WORK INSTRUCTION :: Your answer is the lines from the one that has "middle mcp: (369, 43)" through the last line of the records below, retyped exactly and alone.
──────────────────────────────
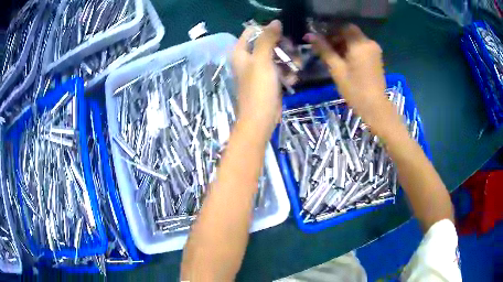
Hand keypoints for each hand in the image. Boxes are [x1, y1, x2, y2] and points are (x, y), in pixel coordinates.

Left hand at [232, 20, 281, 137]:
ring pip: (277, 55)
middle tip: (292, 52)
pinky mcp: (269, 79)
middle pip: (267, 42)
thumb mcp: (263, 60)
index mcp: (240, 52)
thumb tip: (275, 21)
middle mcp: (248, 58)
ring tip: (296, 68)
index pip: (252, 31)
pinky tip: (292, 79)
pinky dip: (287, 72)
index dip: (267, 31)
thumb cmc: (259, 89)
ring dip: (288, 60)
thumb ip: (267, 39)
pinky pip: (280, 68)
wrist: (261, 119)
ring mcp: (259, 69)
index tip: (281, 36)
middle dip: (282, 47)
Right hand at [304, 25, 395, 135]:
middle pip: (350, 32)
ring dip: (345, 44)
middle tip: (327, 50)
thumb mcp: (337, 69)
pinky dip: (353, 49)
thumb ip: (324, 50)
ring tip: (336, 58)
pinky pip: (362, 47)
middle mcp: (369, 43)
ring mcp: (375, 50)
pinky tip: (347, 62)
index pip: (343, 27)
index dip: (331, 32)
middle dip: (338, 37)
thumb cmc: (355, 89)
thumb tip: (310, 35)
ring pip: (356, 39)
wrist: (375, 107)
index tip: (322, 42)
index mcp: (359, 44)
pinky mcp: (377, 58)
──────────────────────────────
OUTPUT FOR THIS EXERCISE ::
middle mcp: (369, 43)
ring mcp: (375, 50)
pinky tip: (347, 62)
index pip: (343, 27)
index dip: (331, 32)
middle dip: (338, 37)
thumb cmc: (355, 89)
thumb tip: (310, 35)
ring pip: (356, 39)
wrist: (375, 107)
index tip: (322, 42)
index mcp: (359, 44)
pinky mcp: (377, 58)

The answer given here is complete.